Copy exactly, please, the lines of the data from its start through the line containing "position:relative; flex:1; overflow:hidden".

(Beginning of Records for processing)

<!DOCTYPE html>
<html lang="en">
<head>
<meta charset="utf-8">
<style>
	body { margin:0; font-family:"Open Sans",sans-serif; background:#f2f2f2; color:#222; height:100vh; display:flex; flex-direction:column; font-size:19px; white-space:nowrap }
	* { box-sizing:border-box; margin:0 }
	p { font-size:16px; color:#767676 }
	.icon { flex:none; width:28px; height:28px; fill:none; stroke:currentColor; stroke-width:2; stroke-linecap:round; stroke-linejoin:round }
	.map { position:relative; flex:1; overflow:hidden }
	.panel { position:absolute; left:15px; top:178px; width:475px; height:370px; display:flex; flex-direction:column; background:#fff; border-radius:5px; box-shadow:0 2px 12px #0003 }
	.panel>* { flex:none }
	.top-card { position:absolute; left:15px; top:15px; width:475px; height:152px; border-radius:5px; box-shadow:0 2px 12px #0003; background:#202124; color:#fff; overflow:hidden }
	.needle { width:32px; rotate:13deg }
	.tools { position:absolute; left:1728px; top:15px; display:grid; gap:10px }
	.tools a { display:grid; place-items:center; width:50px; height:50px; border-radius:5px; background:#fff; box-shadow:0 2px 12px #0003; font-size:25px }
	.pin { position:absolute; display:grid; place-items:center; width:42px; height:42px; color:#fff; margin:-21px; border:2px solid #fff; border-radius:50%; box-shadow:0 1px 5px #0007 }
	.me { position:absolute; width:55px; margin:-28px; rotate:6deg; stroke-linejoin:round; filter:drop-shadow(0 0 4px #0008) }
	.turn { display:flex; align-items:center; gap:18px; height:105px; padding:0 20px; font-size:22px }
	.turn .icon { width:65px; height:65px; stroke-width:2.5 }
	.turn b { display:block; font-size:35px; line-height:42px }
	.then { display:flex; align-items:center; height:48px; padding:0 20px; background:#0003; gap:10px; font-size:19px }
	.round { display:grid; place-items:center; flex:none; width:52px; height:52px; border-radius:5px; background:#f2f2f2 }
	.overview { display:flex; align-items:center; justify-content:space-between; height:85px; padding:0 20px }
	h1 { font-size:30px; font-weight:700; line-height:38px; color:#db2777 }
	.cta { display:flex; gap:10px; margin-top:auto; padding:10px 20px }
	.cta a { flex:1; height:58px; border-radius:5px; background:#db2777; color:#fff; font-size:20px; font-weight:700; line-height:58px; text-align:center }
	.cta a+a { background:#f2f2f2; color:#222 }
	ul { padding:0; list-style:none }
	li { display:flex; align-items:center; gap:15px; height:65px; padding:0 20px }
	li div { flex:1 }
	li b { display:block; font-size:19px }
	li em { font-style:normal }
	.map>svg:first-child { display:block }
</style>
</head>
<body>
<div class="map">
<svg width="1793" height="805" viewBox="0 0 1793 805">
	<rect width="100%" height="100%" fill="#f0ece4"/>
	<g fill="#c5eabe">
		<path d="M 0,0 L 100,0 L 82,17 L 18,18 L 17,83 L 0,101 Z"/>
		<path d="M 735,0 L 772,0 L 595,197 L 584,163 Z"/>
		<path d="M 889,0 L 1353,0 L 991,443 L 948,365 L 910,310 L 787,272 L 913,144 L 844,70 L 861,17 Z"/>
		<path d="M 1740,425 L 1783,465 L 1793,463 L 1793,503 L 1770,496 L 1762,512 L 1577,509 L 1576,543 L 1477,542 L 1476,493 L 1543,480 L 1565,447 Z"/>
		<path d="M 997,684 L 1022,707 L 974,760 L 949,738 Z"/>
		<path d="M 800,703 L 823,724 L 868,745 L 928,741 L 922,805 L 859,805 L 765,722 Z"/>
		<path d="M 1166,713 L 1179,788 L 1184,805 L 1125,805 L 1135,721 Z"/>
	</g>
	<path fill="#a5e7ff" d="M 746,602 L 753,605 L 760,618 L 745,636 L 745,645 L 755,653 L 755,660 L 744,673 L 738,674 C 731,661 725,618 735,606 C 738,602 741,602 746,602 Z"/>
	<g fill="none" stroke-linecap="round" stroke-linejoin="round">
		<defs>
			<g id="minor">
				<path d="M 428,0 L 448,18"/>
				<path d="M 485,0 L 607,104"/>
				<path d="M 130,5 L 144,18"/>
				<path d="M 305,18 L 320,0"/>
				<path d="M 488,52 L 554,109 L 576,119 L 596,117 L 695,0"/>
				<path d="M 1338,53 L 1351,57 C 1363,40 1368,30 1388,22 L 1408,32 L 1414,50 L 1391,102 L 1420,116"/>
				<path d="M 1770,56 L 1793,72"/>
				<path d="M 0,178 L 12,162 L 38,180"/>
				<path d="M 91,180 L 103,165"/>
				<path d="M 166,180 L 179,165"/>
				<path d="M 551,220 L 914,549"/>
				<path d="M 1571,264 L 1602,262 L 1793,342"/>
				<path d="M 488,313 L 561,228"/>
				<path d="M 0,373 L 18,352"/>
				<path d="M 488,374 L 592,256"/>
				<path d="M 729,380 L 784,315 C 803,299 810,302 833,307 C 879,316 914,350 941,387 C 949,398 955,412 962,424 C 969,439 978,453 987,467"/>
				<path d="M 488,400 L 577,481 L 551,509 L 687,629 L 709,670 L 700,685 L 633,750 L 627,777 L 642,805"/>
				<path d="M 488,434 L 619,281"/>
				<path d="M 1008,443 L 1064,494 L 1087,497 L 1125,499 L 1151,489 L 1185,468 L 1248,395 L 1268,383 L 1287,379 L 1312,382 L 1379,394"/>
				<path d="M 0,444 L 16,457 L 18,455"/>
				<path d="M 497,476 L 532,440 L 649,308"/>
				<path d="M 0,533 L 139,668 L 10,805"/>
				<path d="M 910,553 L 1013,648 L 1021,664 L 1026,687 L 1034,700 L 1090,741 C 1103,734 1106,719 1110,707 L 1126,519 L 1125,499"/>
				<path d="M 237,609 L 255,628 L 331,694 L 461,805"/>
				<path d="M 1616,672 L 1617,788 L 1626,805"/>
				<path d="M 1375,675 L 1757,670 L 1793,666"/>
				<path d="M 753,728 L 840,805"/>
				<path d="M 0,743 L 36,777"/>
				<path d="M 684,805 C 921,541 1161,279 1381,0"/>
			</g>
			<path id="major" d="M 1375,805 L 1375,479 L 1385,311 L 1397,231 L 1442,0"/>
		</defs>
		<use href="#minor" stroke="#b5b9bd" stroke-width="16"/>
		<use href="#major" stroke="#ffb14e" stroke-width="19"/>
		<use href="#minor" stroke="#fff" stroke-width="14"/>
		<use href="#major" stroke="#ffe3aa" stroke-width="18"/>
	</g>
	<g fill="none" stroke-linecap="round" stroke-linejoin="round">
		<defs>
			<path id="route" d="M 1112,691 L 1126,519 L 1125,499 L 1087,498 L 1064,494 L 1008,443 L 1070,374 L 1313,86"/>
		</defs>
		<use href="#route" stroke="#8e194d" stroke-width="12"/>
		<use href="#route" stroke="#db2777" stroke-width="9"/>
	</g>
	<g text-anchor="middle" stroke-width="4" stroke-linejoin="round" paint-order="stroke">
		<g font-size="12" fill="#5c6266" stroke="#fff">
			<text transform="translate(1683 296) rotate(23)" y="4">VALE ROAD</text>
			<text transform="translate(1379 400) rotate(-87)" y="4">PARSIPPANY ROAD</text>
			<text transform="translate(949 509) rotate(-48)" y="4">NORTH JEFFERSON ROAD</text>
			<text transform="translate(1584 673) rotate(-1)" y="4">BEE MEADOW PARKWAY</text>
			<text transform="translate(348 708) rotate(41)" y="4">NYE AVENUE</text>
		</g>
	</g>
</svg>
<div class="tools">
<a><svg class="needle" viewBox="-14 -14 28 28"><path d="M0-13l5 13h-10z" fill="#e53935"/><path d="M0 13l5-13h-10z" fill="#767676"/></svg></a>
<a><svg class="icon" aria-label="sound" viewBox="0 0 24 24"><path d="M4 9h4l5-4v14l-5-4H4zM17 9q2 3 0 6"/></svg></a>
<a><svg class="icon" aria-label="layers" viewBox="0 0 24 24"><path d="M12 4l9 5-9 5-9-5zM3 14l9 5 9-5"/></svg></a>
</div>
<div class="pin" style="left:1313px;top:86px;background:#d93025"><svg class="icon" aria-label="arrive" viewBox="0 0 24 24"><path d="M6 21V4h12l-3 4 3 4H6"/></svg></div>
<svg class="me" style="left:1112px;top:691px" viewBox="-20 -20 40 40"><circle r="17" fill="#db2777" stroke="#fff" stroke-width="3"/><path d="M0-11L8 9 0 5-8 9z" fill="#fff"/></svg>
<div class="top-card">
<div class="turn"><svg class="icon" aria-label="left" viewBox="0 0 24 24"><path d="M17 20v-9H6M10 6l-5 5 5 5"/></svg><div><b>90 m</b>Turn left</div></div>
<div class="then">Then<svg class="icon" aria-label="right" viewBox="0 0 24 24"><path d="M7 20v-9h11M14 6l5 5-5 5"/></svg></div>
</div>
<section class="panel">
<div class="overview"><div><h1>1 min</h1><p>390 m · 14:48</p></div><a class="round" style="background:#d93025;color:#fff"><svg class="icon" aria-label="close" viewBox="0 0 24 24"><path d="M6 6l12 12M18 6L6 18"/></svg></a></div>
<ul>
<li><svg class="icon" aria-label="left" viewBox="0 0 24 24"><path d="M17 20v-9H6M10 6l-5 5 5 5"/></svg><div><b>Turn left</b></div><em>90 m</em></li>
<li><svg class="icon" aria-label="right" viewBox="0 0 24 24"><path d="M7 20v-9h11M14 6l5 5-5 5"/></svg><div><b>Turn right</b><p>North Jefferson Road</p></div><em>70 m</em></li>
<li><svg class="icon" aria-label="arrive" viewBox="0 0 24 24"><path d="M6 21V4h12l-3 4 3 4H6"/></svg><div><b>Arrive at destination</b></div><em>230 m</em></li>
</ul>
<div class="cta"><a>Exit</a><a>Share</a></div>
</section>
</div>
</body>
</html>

(End of Records for processing)

* **Answer space**:
<!DOCTYPE html>
<html lang="en">
<head>
<meta charset="utf-8">
<style>
	body { margin:0; font-family:"Open Sans",sans-serif; background:#f2f2f2; color:#222; height:100vh; display:flex; flex-direction:column; font-size:19px; white-space:nowrap }
	* { box-sizing:border-box; margin:0 }
	p { font-size:16px; color:#767676 }
	.icon { flex:none; width:28px; height:28px; fill:none; stroke:currentColor; stroke-width:2; stroke-linecap:round; stroke-linejoin:round }
	.map { position:relative; flex:1; overflow:hidden }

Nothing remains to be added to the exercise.